Depuis 15 ans, Pascal pose ses tréteaux sur les marchés de Saint-Malo et dans les salons et fêtes du pays malouin. On ne sait jamais, avant de s’y pencher, ce qu’on va dénicher sur son étal. Cette interrogation participe aussi du plaisir du bibliophile, qu’une trouvaille attend peut-être. « Les amoureux des livres se retrouvent sur mon stand. Ils espèrent le livre qu’ils cherchent depuis des années, discutent entre eux, avec moi, raconte Pascal. Un prof de philo est passé tout à heure, on a parlé de Tacite. » Car un bouquiniste ne se contente pas de vendre des livres : « je ne suis pas un vendeur d’aspirateurs. Les livres qu’on propose, faut pouvoir en parler. Avant, j’avais quelques auteurs préférés. Depuis que je suis bouquiniste, je m’ouvre à tous. Je ne peux pas lire tous les livres que je vends, mais je les parcours a minima pour pouvoir en discuter. Et puis j’apprends des tas de choses en discutant avec les acheteurs, les collectionneurs, ceux qui me vendent leur bibliothèque. Ce sont ces rencontres, ces échanges qui m’intéressent le plus dans mon métier. J’entre dans l’intimité des gens en parcourant une bibliothèque, je fais connaissance avec les idées politiques, religieuses, philosophiques de son propriétaire. C’est émouvant. »
Chroniques napoléoniennes, bouquins sur la Seconde Guerre mondiale, polars, livres d’art ou de voyage…sur le stand de Pascal, il y en a pour tous les goûts et toutes les bourses. L’étal varie chaque semaine, en fonction des achats et récupérations du vendeur. Au fait, il les trouve où, ces bouquins ? « Un peu partout : on me contacte parce qu’on veut vendre une bibliothèque, souvent après un décès. Pas plus tard qu’hier, j’ai vidé la bibliothèque d’un grand acteur qui vient de mourir. Je travaille aussi avec des antiquaires pour vider des logements : ils s’occupent des meubles et tableaux, moi des livres. Je connais beaucoup de monde à Saint-Malo, ça aide ! »

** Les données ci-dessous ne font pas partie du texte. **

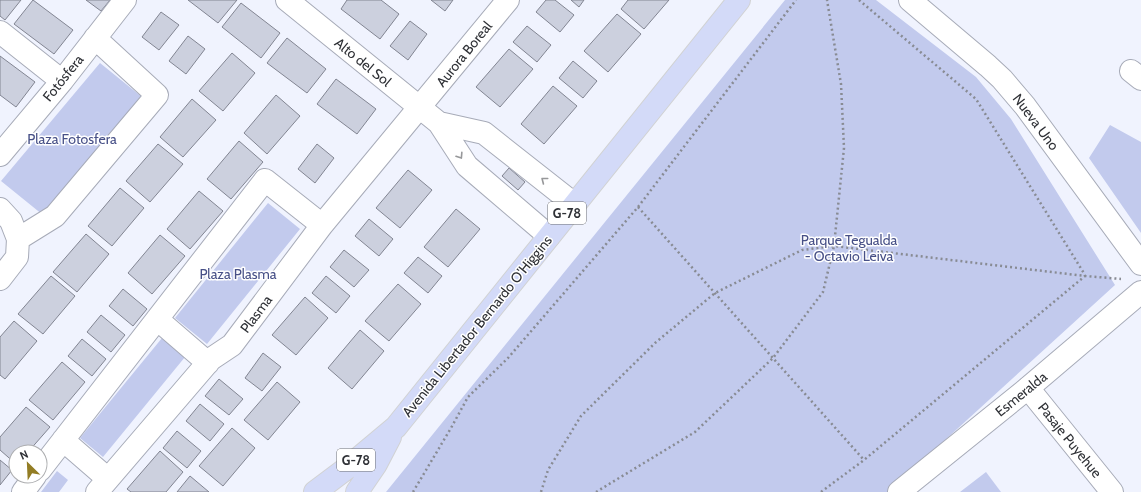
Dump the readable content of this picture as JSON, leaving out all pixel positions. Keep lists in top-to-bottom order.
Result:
{
  "streets": {
    "main road": ["G-78", "Avenida Libertador Bernardo O'Higgins"],
    "street": [
      "Aurora Boreal",
      "Alto del Sol",
      "Fotósfera",
      "Nueva Uno",
      "Plasma",
      "Esmeralda",
      "Pasaje Puyehue"
    ]
  },
  "crossings": [
    ["Aurora Boreal", "Alto del Sol"],
    ["Aurora Boreal", "Plasma"],
    ["Alto del Sol", "Plasma"],
    ["Alto del Sol", "Avenida Libertador Bernardo O'Higgins"],
    ["Nueva Uno", "Esmeralda"],
    ["Esmeralda", "Pasaje Puyehue"]
  ],
  "parks": ["Plaza Fotosfera", "Parque Tegualda - Octavio Leiva", "Plaza Plasma"],
  "north": "top left"
}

Parmi ces connaissances, il y a d’abord des figures locales. Gilles Fouqueron, Pierre-Jean Yvon, Jean-Paul Kauffmann sont des habitués de son stand. « Au marché de Saint-Servan, une vingtaine de fidèles passe systématiquement. À Paramé, le bibliothécaire de la Société d’Histoire et d’Archéologie de l’arrondissement de Saint-Malo vient me voir chaque mercredi. À Rocabey, trois ou quatre anciens terre-neuvas sont toujours à l’affût de livres de marine. Le samedi, les capitaines Rhum et La Hulotte passent discuter. » Deux fois par an, Pascal a la visite de celle qu’il appelle malicieusement Mamie Surcouf, « parce qu’elle n’achète que des bouquins sur le corsaire pour les offrir à sa famille. » Il y a aussi ces deux vieilles dames nées à Saint-Pierre et Miquelon, tombées amoureuses de pêcheurs malouins épousés dans leur île, malouines depuis des années, toujours à la recherche d’ouvrages sur Terre-Neuve. Et puis il y a les anonymes, acheteurs ou simples curieux, que Pascal reconnaît immédiatement : « si le gars se place face au stand, c’est un acheteur potentiel. S’il se met de côté, il n’achètera pas. »
Les belles choses de la littérature ont parfois un goût de trésor.
Comme cette fois où, dans un carton déposé par un antiquaire après le débarras d’une maison, il a trouvé « un livre extraordinaire : la première édition mondiale de l’Ile au trésor de Stevenson dans la collection Hetzel. Il était en parfait état. Je l’ai vendu à un ancien adjoint au maire de Saint-Malo. » En feuilletant les livres d’un ancien député-maire du Nord qui venait de décéder, Pascal est tombé sur « des dizaines de lettres de Surcouf, Colette, Gide, Chateaubriand… » Ce qui peut passer par un recours à un expert – « j’ai un bon copain à Drouot » – et réorienter la vente vers d’autres personnes – « j’ai une bonne liste de collectionneurs » -.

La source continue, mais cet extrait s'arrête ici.